- Nsambya Hospital Cancer Center is located in Kampala Nsambya Hospital Cancer Center

Geography
- Location: Nsambya, Kampala, Buganda Region, Uganda
- Coordinates: 00°18′06″N 32°35′06″E﻿ / ﻿0.30167°N 32.58500°E

Organisation
- Care system: Private, Non-profit
- Type: Cancer Treatment, Research and Teaching
- Affiliated university: Uganda Martyrs University

Services
- Beds: 36

History
- Opened: May 2011; 14 years ago

Links
- Other links: List of hospitals in Uganda Healthcare in Uganda

= Nsambya Hospital Cancer Center =

Private faith-based cancer treatment center in Uganda

The Nsambya Hospital Cancer Center (NHCC), also Rotary–Centenary Bank Cancer Center, is a private, faith-based, specialized, tertiary care medical facility, under construction in Uganda. When completed as expected, the center will offer radiotherapy, chemotherapy, oncology pharmacy, cancer rehabilitation and undergraduate and postgraduate oncology medical and nursing education starting in 2027.

==Location==
The centre is located within St. Francis Hospital Nsambya, situated on Nsambya Hill, approximately 4 km, southeast of the central business district of Kampala, Uganda's capital city.

==Overview==
NHCC is an oncology diagnostic and treatment unit within Nsambya Hospital, a private, Catholic faith-based tertiary care, teaching hospital with bed capacity in excess of 540, as of August 2024. The centre began as a department of the hospital offering gynecological screening for cervical cancer in 2009. In 2010 services were expanded to include surgical screening for breast cancer. In May 2011, an oncologist was hired and comprehensive oncology services were established. Services include laboratory, pharmacy, chemotherapy, and oncology rehabilitative services. Up to 2027, when radiotherapy services are expected to start, patients who need radiation therapy have to travel to foreign locations (Kenya, South Africa, India and Europe) to receive those services, or seek the services of Uganda Cancer Institute in Mulago, which is congested and overcrowded.

==Background==
Uganda is an East African country, with a population of about 45.9 million as of the 2024 national housing census. The most prevalent cancers in Uganda as of 2022 were for women: (1) Cervical cancer (2) Breast cancer (3) Stomach cancer (4) Esophageal cancer and (5) Liver cancer. At the same time, the leading cancers in men in Uganda were (1) Prostate cancer (2) Kaposi's sarcoma (3) Liver cancer and (4) Lymphoma.

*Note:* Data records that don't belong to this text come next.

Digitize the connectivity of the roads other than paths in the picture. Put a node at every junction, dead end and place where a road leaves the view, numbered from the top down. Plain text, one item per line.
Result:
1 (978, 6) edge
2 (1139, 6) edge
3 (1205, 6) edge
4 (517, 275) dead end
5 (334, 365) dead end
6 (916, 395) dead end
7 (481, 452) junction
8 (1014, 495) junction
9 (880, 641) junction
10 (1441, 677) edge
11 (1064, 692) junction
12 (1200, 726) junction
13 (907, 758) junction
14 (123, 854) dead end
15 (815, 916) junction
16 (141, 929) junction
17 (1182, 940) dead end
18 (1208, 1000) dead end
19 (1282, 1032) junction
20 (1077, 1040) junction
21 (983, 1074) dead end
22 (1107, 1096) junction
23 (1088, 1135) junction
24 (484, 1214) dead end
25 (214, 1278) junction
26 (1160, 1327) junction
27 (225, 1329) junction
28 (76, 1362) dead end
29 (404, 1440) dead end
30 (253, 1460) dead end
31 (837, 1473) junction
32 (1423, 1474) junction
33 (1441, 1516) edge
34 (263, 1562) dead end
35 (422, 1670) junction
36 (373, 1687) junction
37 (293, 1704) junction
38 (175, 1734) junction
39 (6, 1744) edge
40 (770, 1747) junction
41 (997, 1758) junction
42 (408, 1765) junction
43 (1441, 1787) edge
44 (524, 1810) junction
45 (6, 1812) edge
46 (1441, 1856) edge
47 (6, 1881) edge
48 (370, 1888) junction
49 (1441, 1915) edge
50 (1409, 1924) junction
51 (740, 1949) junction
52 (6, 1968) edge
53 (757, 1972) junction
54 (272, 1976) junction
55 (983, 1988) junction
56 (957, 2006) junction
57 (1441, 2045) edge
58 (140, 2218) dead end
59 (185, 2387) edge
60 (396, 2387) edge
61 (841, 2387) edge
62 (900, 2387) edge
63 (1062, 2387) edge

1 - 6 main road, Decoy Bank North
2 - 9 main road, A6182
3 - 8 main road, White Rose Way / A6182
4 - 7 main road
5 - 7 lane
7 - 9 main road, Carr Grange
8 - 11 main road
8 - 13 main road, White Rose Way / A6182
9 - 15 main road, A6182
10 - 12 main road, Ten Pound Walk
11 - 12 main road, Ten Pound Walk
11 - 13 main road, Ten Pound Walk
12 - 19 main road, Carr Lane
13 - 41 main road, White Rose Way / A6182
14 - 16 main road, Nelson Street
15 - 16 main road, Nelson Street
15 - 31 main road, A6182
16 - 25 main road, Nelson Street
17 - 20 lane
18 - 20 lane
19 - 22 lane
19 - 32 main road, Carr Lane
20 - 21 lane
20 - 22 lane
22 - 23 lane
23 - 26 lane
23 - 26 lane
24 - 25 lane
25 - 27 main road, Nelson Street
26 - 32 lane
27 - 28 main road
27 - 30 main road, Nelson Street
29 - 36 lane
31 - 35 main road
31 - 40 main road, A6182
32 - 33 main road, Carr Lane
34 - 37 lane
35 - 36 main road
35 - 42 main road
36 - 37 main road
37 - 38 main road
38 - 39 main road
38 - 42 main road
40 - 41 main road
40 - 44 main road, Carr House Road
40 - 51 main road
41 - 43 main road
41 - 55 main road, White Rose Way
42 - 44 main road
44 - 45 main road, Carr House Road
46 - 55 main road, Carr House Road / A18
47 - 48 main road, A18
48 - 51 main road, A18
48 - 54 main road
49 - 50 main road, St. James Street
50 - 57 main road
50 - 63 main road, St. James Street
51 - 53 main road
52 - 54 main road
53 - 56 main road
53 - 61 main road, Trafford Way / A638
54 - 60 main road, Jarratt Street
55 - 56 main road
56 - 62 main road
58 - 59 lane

NHCC was established in 2011, to complement and relieve the Uganda Cancer Institute. It is also intended to reduce the increasing number of private patients in Uganda seeking oncology services in overseas locations. In 2021, NHCC began constructing underground bunkers to house two linear accelerator machines so that the center can start offering radiotherapy services. The construction of the bunkers is budgeted at USh4 billion (approx. US$1.1 million in 2024).

In 2012, Nsambya Hospital, with financial support from the Rotary Club of Kampala, Centenary Bank, Crown Beverages and other donors, began the construction of the 36-bed, dedicated oncology center at a cost of Sh1.5 billion (approx. US$500,000 in 2015). The completed dedicated unit was handed over to the hospital in July 2015.

==Staff==
As of 2024, NHCC employed various staff members, including nurses, physicians, therapists, reproductive health specialists, nutritionists, auxiliary support staff, palliative care nurses, gynecology oncologists, medical oncologists and surgical oncologists.

==Collaboration==
Nsambya Hospital collaborates with a number of local, national, regional and international entities to raise funds for construction of infrastructure, raise funds for laboratory equipment, supplies and oncology medications. Some of the leading collaborators include The Rotary Club, Centenary Bank, Uganda Cancer Institute, AISPO, Oncology for Africa, Yashoda Hospitals, Apollo Hospitals Enterprise Limited and Cytecare Cancer Hospitals.